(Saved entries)

Segment Open

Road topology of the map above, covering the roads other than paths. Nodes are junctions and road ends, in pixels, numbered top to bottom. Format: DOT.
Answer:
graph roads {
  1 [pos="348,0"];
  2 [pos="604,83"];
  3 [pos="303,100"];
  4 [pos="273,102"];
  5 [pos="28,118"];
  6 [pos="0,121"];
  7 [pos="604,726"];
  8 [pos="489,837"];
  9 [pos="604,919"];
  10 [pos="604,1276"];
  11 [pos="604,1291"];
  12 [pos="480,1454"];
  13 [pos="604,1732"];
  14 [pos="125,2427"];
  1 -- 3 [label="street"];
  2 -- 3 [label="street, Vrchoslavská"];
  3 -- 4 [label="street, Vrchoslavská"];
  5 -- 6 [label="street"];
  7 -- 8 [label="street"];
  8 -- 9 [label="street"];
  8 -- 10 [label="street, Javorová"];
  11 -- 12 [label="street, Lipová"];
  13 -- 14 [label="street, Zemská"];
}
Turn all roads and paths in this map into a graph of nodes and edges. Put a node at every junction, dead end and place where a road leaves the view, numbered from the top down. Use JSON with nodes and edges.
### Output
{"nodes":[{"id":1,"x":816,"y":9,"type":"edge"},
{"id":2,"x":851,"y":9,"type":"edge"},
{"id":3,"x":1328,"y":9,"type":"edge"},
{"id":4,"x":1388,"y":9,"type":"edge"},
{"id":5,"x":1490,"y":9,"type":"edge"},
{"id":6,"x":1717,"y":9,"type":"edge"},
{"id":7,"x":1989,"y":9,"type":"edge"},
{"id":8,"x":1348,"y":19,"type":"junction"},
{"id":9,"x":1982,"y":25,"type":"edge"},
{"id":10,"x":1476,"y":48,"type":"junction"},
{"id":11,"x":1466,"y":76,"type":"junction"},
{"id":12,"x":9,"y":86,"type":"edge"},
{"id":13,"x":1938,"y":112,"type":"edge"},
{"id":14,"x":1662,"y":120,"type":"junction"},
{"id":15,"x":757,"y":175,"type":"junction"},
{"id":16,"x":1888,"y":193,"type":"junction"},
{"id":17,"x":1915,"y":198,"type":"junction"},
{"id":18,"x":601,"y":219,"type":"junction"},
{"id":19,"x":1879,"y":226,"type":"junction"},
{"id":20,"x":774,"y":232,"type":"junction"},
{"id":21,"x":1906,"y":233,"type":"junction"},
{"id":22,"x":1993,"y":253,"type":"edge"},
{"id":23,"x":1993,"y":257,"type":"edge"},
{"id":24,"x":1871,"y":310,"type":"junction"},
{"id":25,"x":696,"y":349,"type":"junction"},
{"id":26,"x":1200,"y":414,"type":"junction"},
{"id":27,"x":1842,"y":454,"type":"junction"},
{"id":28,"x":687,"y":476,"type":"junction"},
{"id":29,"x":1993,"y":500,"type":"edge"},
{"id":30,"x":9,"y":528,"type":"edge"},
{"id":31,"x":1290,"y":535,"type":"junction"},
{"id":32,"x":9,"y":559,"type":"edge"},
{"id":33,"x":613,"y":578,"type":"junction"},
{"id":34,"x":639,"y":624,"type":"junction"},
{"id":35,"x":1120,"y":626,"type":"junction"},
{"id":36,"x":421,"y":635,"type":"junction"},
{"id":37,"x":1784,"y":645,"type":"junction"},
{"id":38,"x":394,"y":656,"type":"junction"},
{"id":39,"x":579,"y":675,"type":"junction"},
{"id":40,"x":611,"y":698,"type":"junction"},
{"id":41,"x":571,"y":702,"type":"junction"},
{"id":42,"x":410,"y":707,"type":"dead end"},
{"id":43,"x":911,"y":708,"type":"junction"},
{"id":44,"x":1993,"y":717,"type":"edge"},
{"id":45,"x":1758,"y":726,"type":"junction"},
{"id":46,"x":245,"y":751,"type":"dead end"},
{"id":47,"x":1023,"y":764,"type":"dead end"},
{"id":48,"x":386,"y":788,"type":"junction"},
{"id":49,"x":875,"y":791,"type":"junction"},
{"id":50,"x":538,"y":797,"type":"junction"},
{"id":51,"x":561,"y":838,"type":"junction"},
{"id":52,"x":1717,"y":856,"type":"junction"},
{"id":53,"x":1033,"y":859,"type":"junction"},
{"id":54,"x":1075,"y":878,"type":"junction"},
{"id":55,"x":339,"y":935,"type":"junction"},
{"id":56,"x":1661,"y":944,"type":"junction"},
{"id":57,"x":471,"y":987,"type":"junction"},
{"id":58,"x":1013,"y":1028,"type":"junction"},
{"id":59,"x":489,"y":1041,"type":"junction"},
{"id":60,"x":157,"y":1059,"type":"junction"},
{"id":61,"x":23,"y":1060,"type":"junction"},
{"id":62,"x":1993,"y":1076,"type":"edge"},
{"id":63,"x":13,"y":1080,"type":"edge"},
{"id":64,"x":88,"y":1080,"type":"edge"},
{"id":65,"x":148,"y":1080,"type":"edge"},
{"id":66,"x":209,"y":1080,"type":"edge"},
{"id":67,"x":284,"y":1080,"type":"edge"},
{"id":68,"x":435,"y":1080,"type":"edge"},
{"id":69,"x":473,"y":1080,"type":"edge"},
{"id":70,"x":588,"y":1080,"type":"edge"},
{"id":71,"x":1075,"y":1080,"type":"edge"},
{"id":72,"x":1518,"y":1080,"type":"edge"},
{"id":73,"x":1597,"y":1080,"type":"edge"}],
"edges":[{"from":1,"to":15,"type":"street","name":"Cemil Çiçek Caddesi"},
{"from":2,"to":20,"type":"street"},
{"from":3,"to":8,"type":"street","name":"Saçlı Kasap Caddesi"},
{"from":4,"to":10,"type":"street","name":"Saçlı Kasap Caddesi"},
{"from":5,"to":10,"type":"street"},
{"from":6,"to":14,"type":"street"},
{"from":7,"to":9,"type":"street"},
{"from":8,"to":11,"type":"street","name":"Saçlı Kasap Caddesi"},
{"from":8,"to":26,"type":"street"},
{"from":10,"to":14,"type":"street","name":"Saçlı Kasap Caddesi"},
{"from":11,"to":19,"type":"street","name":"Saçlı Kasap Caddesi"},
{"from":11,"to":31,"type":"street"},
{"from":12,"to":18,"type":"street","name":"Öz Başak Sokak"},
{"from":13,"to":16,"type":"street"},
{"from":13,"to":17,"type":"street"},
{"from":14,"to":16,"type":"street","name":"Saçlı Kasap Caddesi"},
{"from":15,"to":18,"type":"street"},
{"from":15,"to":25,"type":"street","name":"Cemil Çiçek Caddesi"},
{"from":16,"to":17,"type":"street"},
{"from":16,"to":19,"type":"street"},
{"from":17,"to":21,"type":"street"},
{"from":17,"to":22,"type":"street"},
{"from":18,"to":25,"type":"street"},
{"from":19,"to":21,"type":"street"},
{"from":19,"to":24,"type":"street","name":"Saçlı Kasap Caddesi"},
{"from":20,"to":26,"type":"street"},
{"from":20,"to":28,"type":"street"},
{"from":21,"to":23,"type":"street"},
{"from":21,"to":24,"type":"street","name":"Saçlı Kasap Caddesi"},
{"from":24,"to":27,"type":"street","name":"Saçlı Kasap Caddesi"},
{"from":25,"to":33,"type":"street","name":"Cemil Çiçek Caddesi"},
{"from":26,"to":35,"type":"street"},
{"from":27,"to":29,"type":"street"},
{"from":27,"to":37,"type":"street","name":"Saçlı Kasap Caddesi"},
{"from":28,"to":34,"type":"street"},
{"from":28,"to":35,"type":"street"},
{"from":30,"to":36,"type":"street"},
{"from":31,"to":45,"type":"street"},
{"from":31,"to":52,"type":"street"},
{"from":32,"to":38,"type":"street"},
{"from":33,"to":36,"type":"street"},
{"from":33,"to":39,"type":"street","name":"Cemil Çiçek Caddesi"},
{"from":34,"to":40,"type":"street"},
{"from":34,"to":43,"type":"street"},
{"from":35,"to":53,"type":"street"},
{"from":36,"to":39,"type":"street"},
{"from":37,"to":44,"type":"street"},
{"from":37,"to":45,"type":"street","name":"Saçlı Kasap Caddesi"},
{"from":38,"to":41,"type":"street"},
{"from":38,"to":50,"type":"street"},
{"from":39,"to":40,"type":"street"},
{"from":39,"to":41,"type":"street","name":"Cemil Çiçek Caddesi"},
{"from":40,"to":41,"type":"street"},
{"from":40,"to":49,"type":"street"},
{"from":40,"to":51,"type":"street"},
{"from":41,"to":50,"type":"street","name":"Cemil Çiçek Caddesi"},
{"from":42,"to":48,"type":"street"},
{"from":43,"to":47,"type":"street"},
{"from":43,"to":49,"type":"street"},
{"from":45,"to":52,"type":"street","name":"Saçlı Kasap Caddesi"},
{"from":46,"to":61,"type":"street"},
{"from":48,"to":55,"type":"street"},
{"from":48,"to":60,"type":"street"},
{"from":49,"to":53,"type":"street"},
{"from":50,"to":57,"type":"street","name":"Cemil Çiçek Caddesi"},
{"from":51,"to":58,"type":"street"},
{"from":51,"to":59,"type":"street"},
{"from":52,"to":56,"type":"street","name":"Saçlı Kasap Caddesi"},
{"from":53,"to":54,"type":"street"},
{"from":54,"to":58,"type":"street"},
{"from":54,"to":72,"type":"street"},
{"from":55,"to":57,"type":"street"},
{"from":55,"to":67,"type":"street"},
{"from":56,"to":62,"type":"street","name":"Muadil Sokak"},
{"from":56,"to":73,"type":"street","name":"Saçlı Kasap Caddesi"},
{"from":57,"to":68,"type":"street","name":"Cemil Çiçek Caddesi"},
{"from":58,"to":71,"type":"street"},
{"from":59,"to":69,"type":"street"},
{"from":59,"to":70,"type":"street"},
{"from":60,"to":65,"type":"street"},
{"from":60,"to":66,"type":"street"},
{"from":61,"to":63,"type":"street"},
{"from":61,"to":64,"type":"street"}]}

Segment Closed

What is needed here is one number: how many lines of the entries hold the string "edges".

2